**DIRECTIONS FOR THIS TASK**.
Search the material and gather each line with "Right" in it.

DATA PROVIDED below:

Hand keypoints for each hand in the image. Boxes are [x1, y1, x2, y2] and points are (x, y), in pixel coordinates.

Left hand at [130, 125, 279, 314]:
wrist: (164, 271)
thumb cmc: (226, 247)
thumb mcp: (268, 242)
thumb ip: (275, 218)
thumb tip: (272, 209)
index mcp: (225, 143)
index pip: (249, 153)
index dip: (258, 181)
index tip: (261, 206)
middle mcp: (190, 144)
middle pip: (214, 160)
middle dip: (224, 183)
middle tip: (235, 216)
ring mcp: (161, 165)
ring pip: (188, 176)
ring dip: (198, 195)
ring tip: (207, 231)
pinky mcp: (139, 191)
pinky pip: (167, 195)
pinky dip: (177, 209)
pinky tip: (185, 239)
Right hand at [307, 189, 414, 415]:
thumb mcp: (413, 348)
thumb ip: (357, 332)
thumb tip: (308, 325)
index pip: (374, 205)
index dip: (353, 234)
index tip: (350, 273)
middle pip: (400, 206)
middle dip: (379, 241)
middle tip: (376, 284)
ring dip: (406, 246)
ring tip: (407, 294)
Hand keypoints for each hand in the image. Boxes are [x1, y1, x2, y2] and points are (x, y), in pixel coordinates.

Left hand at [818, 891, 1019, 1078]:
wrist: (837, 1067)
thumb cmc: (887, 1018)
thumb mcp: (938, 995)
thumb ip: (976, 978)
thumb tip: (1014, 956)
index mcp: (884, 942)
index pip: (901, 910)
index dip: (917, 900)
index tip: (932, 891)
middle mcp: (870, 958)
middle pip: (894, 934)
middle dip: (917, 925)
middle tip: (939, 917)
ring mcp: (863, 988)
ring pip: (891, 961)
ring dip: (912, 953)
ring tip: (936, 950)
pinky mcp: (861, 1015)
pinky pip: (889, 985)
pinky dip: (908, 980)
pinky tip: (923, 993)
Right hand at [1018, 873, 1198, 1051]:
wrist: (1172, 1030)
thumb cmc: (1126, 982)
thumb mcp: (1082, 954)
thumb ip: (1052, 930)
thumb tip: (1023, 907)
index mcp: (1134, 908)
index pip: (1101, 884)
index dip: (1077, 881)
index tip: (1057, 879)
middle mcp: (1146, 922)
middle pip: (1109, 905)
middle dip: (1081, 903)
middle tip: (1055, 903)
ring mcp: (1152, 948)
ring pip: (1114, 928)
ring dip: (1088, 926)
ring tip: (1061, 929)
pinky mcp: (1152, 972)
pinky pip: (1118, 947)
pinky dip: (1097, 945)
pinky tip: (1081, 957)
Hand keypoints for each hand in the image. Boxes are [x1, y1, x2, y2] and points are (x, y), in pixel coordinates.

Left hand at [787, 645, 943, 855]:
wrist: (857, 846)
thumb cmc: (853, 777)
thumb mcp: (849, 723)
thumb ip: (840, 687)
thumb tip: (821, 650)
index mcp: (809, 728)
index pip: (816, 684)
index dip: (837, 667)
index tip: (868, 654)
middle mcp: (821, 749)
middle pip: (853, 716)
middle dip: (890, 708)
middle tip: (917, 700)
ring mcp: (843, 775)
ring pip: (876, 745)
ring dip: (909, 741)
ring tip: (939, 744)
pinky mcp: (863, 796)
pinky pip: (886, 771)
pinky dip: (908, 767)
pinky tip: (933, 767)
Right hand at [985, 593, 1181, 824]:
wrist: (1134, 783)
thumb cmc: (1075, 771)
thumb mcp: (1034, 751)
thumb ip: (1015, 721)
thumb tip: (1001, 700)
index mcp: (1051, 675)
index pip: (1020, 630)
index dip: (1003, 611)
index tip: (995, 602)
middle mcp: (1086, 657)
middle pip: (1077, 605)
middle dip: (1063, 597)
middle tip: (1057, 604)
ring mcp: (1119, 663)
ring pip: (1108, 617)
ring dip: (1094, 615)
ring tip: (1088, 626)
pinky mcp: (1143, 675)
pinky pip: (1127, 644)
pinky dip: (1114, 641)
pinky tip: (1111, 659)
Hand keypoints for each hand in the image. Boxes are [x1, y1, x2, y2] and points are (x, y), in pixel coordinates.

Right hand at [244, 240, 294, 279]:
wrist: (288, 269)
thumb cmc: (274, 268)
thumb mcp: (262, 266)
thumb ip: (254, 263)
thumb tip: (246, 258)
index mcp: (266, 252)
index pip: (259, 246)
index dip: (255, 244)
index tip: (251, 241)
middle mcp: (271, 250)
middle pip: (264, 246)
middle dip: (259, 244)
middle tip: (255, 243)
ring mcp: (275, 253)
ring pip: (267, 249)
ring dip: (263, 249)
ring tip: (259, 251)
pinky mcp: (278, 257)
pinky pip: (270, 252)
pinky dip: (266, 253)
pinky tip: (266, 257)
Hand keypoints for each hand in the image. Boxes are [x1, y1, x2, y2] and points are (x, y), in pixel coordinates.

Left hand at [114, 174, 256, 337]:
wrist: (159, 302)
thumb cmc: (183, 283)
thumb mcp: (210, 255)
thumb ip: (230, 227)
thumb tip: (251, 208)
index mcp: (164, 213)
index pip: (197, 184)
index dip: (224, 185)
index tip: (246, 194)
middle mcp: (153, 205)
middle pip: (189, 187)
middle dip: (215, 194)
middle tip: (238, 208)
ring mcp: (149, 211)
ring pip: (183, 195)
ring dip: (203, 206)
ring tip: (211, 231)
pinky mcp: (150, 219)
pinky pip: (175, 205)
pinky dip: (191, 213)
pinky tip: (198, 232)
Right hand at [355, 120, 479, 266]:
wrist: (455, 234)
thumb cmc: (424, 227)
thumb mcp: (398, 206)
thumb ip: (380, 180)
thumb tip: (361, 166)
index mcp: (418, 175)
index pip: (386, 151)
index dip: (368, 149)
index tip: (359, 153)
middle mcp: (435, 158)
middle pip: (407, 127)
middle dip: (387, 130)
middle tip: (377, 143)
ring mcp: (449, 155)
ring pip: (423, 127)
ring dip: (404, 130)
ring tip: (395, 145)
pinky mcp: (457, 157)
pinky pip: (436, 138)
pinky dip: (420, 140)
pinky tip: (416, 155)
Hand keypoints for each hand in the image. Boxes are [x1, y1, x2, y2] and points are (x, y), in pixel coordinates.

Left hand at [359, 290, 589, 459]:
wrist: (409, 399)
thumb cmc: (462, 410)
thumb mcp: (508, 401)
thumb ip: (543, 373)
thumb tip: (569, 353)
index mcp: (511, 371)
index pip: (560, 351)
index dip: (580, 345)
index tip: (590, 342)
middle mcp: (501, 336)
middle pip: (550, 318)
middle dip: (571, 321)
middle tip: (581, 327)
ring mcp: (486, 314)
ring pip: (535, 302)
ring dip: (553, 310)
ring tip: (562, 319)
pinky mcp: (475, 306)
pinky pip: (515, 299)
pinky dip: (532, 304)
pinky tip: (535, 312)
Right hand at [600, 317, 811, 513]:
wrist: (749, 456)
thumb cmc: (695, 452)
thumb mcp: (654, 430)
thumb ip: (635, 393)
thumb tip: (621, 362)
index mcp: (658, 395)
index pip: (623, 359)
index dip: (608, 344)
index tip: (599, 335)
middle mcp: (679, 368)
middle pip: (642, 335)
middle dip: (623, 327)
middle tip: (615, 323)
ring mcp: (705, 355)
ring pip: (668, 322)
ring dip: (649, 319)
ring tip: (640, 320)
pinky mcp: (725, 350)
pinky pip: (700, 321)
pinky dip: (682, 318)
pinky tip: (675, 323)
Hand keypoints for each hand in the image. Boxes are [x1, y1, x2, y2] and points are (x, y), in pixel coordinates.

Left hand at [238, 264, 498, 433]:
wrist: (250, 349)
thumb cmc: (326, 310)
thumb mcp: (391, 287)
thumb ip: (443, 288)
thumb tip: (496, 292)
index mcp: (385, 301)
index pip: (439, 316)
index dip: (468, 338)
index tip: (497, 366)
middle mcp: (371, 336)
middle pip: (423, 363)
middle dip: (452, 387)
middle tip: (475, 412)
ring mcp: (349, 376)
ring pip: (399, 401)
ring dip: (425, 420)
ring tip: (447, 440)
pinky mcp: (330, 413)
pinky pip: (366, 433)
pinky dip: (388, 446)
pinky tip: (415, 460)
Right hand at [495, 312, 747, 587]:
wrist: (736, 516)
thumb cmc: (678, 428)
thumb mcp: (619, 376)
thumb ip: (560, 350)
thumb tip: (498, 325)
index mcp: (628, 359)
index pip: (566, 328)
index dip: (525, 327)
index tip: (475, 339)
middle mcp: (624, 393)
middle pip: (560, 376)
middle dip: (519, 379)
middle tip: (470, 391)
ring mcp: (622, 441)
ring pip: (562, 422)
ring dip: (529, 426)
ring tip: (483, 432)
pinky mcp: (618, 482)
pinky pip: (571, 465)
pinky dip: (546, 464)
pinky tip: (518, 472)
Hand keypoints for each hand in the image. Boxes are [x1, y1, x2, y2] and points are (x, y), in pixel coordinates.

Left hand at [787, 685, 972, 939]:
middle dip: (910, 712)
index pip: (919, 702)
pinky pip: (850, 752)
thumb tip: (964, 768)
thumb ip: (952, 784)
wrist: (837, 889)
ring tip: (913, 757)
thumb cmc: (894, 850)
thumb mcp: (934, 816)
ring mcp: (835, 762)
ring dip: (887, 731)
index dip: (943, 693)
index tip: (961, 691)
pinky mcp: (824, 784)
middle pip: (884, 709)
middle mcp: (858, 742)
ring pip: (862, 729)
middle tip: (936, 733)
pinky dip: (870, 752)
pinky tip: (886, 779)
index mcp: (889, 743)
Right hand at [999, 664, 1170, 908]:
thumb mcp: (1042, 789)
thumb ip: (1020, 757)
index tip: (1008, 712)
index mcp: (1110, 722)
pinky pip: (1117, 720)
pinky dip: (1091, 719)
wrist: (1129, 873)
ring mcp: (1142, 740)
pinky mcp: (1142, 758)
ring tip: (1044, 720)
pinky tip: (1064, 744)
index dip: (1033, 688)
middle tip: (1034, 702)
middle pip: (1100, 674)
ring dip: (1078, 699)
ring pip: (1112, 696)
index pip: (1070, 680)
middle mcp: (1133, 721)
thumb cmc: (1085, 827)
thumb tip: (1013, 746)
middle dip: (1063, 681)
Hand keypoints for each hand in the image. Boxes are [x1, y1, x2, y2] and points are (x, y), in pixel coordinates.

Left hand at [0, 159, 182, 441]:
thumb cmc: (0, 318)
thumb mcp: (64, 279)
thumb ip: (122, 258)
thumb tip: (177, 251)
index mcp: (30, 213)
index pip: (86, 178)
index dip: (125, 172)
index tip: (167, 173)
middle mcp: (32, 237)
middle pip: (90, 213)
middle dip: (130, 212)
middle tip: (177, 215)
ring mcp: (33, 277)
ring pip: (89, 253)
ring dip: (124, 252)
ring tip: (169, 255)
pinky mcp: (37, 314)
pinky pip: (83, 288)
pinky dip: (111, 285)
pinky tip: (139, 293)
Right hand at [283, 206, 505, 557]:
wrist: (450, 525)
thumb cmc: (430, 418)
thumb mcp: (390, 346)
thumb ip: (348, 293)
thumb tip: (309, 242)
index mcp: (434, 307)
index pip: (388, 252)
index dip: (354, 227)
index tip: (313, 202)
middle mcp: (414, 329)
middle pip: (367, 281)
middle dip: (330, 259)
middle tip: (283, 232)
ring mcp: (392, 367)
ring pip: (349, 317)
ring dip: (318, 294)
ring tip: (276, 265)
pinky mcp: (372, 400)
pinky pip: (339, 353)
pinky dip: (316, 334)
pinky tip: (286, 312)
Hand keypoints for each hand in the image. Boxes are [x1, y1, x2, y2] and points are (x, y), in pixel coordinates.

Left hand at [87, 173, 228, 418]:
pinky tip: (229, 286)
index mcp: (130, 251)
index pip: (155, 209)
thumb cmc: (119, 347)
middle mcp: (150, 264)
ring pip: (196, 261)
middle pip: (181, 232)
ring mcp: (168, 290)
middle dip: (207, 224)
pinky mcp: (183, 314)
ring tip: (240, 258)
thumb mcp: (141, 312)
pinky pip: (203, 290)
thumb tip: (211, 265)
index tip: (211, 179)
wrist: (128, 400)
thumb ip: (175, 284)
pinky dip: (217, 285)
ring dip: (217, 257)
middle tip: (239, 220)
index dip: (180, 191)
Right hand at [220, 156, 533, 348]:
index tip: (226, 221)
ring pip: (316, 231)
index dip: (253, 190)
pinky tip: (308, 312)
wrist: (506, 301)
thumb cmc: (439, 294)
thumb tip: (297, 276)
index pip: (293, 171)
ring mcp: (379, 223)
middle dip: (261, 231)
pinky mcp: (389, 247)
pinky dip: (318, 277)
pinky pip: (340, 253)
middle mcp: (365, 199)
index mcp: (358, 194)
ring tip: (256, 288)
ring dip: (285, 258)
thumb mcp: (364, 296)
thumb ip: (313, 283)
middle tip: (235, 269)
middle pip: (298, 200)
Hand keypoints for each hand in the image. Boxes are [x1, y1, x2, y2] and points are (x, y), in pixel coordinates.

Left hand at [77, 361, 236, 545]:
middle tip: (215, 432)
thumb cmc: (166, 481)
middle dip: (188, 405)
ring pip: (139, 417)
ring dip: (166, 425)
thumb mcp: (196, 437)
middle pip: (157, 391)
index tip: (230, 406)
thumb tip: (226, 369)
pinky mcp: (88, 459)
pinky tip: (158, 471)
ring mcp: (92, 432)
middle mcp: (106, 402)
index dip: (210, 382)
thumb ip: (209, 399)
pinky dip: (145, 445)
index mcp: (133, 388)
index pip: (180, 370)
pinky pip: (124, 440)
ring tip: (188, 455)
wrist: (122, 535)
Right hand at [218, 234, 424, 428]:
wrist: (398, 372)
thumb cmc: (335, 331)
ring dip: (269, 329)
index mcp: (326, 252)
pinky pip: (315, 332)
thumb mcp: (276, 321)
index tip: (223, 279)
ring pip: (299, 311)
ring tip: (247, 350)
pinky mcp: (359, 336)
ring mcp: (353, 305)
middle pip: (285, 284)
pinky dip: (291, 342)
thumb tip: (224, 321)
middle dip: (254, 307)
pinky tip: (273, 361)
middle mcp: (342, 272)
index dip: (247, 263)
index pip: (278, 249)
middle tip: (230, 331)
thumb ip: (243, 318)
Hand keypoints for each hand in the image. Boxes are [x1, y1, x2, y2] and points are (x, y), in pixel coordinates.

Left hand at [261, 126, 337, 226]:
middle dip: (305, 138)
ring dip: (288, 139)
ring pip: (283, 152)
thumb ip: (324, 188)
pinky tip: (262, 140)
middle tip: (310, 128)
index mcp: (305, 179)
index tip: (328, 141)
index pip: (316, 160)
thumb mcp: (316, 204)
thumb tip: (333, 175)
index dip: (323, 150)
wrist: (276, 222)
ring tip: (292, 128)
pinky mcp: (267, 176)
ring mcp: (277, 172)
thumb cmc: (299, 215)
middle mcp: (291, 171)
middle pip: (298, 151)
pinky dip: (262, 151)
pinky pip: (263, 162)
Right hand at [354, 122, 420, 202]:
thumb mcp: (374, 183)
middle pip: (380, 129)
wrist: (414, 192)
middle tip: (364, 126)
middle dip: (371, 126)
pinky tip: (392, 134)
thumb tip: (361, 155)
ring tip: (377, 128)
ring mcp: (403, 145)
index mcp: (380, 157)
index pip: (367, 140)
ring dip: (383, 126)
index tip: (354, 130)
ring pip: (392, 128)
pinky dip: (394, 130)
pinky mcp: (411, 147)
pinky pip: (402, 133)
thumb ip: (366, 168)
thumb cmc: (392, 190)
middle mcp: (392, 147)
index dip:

End of DATA PROVIDED.

**COMPLETED EXERCISE**.
Right hand at [307, 189, 414, 415]:
Right hand at [1018, 873, 1198, 1051]:
Right hand at [985, 593, 1181, 824]:
Right hand at [244, 240, 294, 279]:
Right hand at [355, 120, 479, 266]:
Right hand at [600, 317, 811, 513]:
Right hand at [495, 312, 747, 587]:
Right hand at [999, 664, 1170, 908]:
Right hand at [283, 206, 505, 557]:
Right hand at [220, 156, 533, 348]:
Right hand at [218, 234, 424, 428]:
Right hand at [354, 122, 420, 202]:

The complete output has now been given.